Spotlight on Community Member Vincent Tovar
May 28, 2021
In Vincent Tovar’s own words, he is an advocate for both public education and the Austin east side community. Tovar is currently working with the Austin Independent School District (AISD) on creating more affordable housing in the east side by working to see if they can locate or co-locate low income housing on some of AISD’s unused lots. Tovar said the new change would allow children to stay in the schools where they want to be, help schools to stay open, keep enrollment in schools in the area more stable, and give teachers more housing security. Tovar has lived in Austin for over 20 years, having graduated from the University of Texas at Austin and acquired his first teaching position at Piccolo Elementary School in 2005.

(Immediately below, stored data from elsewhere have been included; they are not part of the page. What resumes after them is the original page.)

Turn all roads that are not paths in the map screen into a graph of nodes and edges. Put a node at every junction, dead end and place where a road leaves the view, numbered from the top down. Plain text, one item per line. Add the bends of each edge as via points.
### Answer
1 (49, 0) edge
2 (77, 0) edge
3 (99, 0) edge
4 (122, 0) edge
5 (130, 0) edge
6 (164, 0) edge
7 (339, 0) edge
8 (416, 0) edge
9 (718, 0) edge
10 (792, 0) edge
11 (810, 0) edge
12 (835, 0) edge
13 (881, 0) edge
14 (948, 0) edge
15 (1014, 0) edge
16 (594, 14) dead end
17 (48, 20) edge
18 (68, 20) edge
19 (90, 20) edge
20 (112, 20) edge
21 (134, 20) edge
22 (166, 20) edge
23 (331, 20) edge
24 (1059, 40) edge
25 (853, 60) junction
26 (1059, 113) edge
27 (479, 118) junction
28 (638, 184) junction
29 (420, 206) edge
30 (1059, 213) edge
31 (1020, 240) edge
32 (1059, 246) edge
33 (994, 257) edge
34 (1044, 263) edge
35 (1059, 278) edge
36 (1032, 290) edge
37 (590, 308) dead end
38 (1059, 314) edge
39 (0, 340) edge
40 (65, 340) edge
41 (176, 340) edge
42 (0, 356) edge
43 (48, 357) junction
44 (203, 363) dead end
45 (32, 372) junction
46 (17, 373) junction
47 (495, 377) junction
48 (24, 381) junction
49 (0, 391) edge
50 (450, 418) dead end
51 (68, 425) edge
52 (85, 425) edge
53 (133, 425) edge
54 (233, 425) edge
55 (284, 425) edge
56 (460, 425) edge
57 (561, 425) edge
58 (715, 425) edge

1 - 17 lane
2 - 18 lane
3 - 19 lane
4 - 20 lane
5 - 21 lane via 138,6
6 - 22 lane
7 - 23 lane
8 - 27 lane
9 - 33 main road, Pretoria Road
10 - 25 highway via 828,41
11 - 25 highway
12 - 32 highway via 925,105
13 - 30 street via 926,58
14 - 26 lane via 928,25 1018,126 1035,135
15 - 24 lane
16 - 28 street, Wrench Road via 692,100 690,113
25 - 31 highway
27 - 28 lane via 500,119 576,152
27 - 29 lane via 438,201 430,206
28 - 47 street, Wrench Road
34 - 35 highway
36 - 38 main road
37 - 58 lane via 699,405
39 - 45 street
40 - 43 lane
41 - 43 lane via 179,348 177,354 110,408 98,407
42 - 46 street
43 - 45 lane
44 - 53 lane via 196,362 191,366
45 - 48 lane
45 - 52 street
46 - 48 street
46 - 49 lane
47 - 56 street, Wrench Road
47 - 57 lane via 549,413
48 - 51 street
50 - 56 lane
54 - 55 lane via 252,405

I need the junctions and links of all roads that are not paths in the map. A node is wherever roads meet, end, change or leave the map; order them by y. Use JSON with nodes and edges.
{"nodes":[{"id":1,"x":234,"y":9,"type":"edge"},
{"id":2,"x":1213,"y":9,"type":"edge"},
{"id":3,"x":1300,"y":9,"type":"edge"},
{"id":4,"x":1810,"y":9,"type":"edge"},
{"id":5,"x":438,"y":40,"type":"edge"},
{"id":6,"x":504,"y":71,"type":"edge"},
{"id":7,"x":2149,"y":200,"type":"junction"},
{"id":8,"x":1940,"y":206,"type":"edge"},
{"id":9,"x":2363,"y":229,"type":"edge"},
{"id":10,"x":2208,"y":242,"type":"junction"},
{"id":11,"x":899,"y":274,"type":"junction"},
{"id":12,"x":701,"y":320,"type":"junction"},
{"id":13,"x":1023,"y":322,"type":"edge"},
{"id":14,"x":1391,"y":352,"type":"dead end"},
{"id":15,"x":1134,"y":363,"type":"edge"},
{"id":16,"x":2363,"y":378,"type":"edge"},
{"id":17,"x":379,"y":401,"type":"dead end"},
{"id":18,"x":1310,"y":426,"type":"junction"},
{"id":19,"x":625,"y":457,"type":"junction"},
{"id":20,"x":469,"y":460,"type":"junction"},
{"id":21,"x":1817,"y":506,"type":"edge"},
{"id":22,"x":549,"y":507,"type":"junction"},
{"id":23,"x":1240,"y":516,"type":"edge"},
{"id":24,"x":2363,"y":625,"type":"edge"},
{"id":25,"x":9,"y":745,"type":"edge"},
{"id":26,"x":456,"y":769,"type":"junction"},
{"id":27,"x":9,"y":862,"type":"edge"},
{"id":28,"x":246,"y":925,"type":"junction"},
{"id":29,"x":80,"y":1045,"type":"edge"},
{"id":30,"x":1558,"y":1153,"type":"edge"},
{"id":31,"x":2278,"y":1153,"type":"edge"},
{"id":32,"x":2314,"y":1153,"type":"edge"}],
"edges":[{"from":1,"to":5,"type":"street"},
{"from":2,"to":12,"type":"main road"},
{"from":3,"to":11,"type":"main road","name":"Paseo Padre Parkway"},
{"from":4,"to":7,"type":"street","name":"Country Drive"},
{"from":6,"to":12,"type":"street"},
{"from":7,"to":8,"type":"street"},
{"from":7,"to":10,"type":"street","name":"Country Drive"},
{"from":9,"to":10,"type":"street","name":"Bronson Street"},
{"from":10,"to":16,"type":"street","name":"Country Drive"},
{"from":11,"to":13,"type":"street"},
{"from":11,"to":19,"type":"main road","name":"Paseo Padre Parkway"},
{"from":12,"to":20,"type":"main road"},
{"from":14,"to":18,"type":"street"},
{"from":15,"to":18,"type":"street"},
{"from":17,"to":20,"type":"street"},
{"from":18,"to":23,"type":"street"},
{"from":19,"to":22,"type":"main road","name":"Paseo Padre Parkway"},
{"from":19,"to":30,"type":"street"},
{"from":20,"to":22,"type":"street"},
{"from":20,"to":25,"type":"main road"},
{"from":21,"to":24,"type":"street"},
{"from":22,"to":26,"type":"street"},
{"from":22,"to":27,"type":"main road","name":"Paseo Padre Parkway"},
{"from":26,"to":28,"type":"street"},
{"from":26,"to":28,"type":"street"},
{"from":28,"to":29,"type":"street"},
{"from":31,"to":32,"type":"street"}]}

“My role is, I would say, first and foremost, as a parent,” Tovar said. “I’m proud to have sent our son and our daughter to Govalle Elementary, and my partner, their mom, is the librarian at that school.”
Tovar has helped multiple candidates campaign for the AISD school board, including Gina Hinajosa, Carmen Tilton and Piper Stege Nelson. In 2016, Tovar was Jayme Mathias’s official campaign manager. Tovar also worked on the 2017 bond campaign, which was a $1 billion bond that passed in Austin and was intended to improve all school facilities in the district.
“When I was a [college] student, and even when I was a high school student, my passion was to work with the most marginalized communities,” Tovar said. “And those that were the most impacted, historically disrespected, which usually looks like our low-income families of color. So that’s where my heart is.”
Tovar was in a group that was part of the movement to keep the Individuals Dedicated to Excellence and Achievement (IDEA), a charter school that former superintendent Meria Carstarphen supported, from moving further into the east side. IDEA was planning to move into Eastside Memorial High School, Martin Middle School and some elementary schools in the area. According to Tovar, charter schools have unregulated admission processes and behavioral policies, as well as false advertisements. The movement against IDEA chose the name “Pride of the Eastside,” a name that was previously used for the Johnston Rams, the mascot for the now-defunct Johnston High School. Later, with the blessing of Johnston alumni, the group took the name.
“I shouldn’t say I co-founded Pride of the Eastside but that I helped to lead a resurrection of that name as part of a new group formed to save the vertical team from being privatized,” Tovar said.
LASA, in its current form, was created when the Liberal Arts Academy high school at Johnston, founded in 1987, merged with the Lyndon Baines Johnson Science Academy in 2002, and the school became independent in 2007. In the coming 2021 school year, LASA will be moving to the current Eastside Memorial High School campus.
“For [the Johnston alumni], I could see it being a bad joke because it’s really sad and infuriating,” Tovar said. “Because what happened, if you talk to a lot of folks, is that when the Liberal Arts Academy…was at Johnston and then taken out, there was a big notice of academics dropping.”
According to Tovar, after LASA left the Johnston campus, their test scores dropped, and a few years later the school was repurposed. Before the vote in the 2017 bond campaign, LASA offered to take the mascot and colors from Johnston Highschool to keep their memory, but after the vote those conversations stopped happening. This later created a controversial divide between Johnston alumni and LASA, according to Tovar.
Tovar said, more than anything, that the work and history of the east side is not forgotten as many people leave or new people enter. Tovar also said that with gentrification in East Austin, there is less authenticity, but the history of the area and the people living in it are what make East Austin special to him.
“There are very real aspects to the life and the people here,” Tovar said. “And by real, I think that a lot of communities mask or hide…who they really are and are trying to live on airs and create some kind of front, whether that’s through resources or wealth or clothes or status, and I feel like there’s a lot more just real connection that you can have with the original East Side community.”